Und so geht alles weiter seinen Leogang. Weiter. Immer weiter. Bell, Alvarez und - huch - Shai Mamon fahren mit ins Eintracht-Trainingslager, wo der der Eintracht gleich am ersten Trainingstag Wind und Regen ins Gesicht weht, und auch ich werde bei meiner Wanderung duch die Nacht von einem Guss erwischt. Porius. Porius.

Am Ende ist ja ohnehin selber schuld, wer alles glaubt, was er liest. Vielleicht ist das hier gar kein Blog? Vielleicht bin auch ich ein digitales Gespenst und sitze nicht im Rheinhessischen, sondern auf dem Mond? Vielleicht ist die Eintracht gar nicht abgestiegen? Und wenn doch? Dann haben wir trotzdem keinen Grund uns zu beklagen, denn schließlich haben wir es vorher gewusst, haben „handfeste Kritik“ geübt und trotzdem „in voller Kenntnis alle eklatanten Schwächen“ den Dingen ihren Lauf gelassen.

Ich überlege derzeit ernsthaft, ob ich mich künftig - statt zu grübeln, zu hadern und zu kämpfen - lieber doch öfter mal an das „Institut für Zukunftsdeutung“ halte, das mich vorgestern bei einer nächtlich-schlaflosen Tasse Pfefferminztee in irgendeinem Privatsender erschreckt hat. Da sitzen Menschen wie Untote hinter einem Tisch, vor ihnen aufgebaut wahlweise eine Kugel, ein Kartenspiel oder ein Laptop. Man muss nur ein paar Stichworte sagen, ihnen eine Frage stellen, dann sagen sie – jeder auf seine unglaublich spirituelle Weise - die Zukunft voraus.

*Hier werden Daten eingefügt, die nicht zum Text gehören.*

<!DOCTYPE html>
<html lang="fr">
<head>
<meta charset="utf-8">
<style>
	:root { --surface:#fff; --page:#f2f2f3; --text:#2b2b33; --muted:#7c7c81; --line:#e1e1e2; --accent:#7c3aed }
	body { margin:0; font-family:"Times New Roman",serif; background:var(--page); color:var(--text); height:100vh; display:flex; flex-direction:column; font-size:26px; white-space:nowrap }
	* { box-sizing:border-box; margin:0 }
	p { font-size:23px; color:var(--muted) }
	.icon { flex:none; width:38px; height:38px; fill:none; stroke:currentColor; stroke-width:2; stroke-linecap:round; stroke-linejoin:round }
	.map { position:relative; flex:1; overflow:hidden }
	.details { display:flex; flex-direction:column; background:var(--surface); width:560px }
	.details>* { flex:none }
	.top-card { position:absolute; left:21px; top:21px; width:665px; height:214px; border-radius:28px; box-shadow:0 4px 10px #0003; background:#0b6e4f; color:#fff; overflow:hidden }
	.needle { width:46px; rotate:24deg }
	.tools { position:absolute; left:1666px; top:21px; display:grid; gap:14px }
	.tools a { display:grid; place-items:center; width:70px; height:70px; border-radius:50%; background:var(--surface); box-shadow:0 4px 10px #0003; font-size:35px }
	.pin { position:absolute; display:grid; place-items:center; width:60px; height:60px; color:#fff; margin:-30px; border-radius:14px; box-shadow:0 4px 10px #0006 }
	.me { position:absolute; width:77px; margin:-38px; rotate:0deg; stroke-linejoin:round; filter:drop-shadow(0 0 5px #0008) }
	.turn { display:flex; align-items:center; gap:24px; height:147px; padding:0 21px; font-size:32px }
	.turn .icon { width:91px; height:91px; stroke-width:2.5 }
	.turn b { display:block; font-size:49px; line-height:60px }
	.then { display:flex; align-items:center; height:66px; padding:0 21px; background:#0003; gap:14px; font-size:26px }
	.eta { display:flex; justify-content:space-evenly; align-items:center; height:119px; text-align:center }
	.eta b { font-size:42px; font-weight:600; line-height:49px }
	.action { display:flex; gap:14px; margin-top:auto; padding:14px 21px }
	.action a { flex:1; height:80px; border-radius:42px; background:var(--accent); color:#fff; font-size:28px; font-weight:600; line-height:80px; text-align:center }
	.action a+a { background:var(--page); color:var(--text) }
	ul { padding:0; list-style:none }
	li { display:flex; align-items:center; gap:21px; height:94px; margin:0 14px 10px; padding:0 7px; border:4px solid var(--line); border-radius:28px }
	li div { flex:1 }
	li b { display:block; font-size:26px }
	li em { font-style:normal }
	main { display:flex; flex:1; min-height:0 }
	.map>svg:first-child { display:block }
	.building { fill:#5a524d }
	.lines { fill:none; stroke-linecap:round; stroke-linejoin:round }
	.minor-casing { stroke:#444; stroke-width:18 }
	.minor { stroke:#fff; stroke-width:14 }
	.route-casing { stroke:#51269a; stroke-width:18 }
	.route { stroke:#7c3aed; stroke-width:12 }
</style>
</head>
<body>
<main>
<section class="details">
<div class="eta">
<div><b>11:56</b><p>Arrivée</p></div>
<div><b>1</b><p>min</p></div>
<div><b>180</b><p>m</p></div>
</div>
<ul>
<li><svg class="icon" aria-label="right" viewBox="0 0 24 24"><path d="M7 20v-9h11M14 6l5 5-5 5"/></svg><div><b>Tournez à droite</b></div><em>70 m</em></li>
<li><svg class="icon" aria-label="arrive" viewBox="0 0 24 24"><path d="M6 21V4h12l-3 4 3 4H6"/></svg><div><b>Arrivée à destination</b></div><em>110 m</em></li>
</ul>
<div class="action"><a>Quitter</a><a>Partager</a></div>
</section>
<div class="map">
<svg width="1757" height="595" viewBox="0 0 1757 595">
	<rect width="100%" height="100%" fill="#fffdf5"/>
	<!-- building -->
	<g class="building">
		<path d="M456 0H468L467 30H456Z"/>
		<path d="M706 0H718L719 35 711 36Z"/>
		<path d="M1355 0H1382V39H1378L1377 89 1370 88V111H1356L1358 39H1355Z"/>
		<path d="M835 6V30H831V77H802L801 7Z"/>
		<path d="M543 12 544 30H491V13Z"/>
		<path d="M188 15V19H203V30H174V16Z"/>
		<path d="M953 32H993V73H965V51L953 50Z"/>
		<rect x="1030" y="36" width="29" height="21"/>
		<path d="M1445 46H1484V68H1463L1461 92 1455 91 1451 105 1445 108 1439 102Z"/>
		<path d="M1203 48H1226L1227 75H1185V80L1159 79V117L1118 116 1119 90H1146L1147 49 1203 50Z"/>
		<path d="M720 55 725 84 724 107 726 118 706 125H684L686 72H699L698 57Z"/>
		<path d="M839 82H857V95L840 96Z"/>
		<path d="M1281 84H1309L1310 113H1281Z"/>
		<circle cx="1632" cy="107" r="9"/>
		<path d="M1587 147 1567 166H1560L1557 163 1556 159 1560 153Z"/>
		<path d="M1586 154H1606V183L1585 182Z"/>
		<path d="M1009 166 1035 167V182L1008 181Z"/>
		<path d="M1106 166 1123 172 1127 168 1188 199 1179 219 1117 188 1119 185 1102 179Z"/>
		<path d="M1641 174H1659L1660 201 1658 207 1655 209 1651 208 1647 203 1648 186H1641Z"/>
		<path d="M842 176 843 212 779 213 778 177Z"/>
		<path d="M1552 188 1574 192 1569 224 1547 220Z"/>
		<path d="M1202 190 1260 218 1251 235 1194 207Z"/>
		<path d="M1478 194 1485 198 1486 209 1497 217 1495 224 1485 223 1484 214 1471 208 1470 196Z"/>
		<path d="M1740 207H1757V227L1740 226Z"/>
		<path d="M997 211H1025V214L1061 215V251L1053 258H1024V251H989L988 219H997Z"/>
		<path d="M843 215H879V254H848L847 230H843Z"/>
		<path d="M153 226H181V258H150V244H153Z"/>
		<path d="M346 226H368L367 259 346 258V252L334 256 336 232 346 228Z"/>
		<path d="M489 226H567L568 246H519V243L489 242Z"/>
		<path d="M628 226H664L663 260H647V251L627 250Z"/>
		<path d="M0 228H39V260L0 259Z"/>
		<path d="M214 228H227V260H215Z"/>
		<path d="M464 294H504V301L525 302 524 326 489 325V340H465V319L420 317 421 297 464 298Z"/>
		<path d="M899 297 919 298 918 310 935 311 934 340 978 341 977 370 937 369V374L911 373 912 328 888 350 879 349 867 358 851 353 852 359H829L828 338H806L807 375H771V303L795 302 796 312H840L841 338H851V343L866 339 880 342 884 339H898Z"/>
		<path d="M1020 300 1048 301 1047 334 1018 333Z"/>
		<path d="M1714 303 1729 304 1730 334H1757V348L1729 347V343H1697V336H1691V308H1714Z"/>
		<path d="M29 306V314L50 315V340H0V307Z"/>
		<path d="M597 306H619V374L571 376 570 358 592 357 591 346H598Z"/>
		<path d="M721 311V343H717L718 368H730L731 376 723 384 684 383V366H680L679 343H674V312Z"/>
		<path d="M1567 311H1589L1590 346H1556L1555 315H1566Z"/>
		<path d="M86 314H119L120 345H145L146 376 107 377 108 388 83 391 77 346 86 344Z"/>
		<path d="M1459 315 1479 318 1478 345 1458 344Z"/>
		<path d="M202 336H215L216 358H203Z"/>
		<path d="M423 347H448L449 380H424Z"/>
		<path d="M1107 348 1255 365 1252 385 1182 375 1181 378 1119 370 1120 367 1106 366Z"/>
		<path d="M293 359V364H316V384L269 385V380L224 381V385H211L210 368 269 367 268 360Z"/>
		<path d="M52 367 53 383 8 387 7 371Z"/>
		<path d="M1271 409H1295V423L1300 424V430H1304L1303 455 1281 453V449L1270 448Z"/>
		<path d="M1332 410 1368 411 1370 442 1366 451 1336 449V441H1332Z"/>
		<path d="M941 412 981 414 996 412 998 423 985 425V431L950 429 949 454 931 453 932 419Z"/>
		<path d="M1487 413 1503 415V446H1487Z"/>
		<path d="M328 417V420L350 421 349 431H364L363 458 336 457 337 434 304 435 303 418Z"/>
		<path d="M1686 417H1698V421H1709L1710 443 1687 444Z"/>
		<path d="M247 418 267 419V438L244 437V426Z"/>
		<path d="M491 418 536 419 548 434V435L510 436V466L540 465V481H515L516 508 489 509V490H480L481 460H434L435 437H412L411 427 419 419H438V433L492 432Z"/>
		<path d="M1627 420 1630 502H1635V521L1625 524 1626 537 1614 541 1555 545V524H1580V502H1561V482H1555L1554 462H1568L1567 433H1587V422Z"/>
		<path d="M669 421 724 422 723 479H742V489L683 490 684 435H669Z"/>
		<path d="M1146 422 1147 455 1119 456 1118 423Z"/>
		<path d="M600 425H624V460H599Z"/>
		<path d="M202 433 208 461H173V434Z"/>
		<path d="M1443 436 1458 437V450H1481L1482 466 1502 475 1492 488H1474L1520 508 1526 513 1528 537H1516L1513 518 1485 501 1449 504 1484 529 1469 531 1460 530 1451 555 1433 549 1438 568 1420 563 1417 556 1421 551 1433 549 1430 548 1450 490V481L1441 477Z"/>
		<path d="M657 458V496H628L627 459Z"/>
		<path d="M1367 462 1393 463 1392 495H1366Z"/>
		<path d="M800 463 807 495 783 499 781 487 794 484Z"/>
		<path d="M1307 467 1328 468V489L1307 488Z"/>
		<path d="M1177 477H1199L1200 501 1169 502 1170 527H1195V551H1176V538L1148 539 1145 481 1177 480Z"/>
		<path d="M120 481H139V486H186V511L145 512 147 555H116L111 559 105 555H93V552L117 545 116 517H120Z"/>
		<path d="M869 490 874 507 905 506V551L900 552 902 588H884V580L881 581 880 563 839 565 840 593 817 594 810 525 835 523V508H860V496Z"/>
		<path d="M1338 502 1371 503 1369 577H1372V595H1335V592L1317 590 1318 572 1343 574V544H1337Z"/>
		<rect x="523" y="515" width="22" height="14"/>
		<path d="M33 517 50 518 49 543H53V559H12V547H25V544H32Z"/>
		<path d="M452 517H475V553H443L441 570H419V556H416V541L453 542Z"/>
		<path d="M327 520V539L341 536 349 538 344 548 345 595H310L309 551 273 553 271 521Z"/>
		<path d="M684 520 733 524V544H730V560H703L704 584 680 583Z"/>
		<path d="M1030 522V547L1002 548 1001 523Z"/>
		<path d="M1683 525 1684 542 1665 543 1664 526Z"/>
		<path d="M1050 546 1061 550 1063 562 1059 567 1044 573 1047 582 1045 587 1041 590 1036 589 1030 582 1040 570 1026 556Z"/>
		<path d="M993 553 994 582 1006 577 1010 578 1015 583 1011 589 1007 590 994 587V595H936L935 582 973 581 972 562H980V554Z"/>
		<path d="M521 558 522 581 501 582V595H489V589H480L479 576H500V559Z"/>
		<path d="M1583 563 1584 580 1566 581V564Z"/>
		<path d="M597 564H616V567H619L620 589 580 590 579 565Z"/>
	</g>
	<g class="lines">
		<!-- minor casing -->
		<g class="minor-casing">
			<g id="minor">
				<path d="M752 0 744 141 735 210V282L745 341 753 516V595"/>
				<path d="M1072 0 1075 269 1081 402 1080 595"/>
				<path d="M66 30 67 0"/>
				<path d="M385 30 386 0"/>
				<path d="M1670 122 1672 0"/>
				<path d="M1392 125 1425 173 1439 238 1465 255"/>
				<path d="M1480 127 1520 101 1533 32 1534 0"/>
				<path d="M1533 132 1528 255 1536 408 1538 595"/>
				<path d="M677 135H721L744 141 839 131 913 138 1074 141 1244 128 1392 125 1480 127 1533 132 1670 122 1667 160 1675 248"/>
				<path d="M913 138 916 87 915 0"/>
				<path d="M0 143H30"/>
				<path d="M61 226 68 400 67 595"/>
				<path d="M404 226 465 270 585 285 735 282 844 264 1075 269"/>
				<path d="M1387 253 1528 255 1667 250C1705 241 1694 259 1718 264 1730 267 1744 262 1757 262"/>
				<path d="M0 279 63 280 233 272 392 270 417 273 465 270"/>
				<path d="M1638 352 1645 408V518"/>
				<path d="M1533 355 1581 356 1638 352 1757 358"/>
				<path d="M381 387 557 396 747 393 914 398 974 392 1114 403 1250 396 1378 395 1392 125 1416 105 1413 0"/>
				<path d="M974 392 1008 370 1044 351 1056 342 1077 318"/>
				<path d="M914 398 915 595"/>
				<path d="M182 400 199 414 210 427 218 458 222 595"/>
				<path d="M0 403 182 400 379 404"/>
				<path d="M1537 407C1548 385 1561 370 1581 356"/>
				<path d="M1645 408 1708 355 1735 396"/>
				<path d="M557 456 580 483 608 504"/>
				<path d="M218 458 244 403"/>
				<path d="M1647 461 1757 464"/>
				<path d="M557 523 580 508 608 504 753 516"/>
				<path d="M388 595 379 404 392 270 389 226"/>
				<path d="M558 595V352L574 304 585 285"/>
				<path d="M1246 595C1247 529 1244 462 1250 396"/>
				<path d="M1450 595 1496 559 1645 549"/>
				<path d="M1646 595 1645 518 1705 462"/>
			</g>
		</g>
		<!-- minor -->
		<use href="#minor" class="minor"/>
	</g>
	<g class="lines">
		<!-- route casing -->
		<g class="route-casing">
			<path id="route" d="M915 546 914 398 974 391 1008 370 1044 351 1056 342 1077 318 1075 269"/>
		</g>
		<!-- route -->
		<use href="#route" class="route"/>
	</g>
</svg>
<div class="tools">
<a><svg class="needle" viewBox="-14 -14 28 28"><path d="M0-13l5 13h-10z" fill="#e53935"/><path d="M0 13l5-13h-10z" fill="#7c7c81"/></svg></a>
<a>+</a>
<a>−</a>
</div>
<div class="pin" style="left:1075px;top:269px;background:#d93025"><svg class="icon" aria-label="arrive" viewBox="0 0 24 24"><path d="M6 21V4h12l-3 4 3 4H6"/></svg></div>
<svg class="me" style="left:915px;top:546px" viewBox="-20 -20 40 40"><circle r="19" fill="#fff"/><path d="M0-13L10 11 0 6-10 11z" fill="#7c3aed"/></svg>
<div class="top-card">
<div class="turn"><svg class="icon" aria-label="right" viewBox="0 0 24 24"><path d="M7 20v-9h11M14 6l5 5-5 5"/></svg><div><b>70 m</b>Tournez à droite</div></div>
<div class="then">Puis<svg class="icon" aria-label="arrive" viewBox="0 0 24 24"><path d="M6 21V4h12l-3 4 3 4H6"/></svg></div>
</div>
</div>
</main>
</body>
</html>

Der Anruferin, die gerne schwanger werden will, versprechen zum Beispiel die Karten mit leicht österreichischem Akzent: „Tragen’s einen Mondstein am kleinen Finger. Links. Oder nehmen’s an Lapislazuli oder an Smaragd her. Rechts. Am Mittelfinger. Dös klappt dann schon.“ Oder wie steht es um die Zukunft von Fukushima. Dort, im fernen Japan, „wird alles immer noch viel schlimmer.“ Das kann gut sein und damit ist das Thema auch bereits erschöpfend behandelt und eine weitere Anruferin wird ins Studio durchgestellt. Auch sie hat eine Frage, auf die sie gerne eine Antwort hätte. Schade, dass nicht ich die Anruferin war, obwohl doch auch ich im Moment zwei Anliegen habe, die mir brennend auf der Seele liegen:

„Werden wir unser Katerle wieder finden?“ „Wie geht es weiter bei der Eintracht?“

Ich klau mir einfach die Antwort, die der Anruferin in der Sendung auf ihre Frage gegeben wurde.

IfZ: „Schon ab August sehe ich beste Aussichten. So gut wie seit 28 Jahren nicht mehr.“
Anruferin: „Super!“

Mittwoch, 8. Juni 2011

"Nähe ist gut"-Kapp oder "cumulus futurus"?

Kennt ihr den Witz, in dem ein Mann einen psychologischen Test macht und nach seinen Assoziationen zu bestimmten Begriffen gefragt wird? Der Psychiater fragt: „Was fällt Ihnen bei dem Wort Apfel ein?“ Der Mann antwortet: „Marilyn Monroe.“ „Baum?“ „Marilyn Monroe.“ „Schnitzel mit Pommes frites?“ „Marilyn Monroe.“ „Feuerwehr?“ „Marilyn Monroe.“ „Traktor?“ „Marilyn Monroe.“ „Jetzt ist aber genug mit dem Unfug“, sagt der Psychiater, “so hat das ja überhaupt keinen Sinn. Sie müssen mir ehrlich antworten…” “Aber das tu ich doch. Ich denke pausenlos an Marilyn Monroe.”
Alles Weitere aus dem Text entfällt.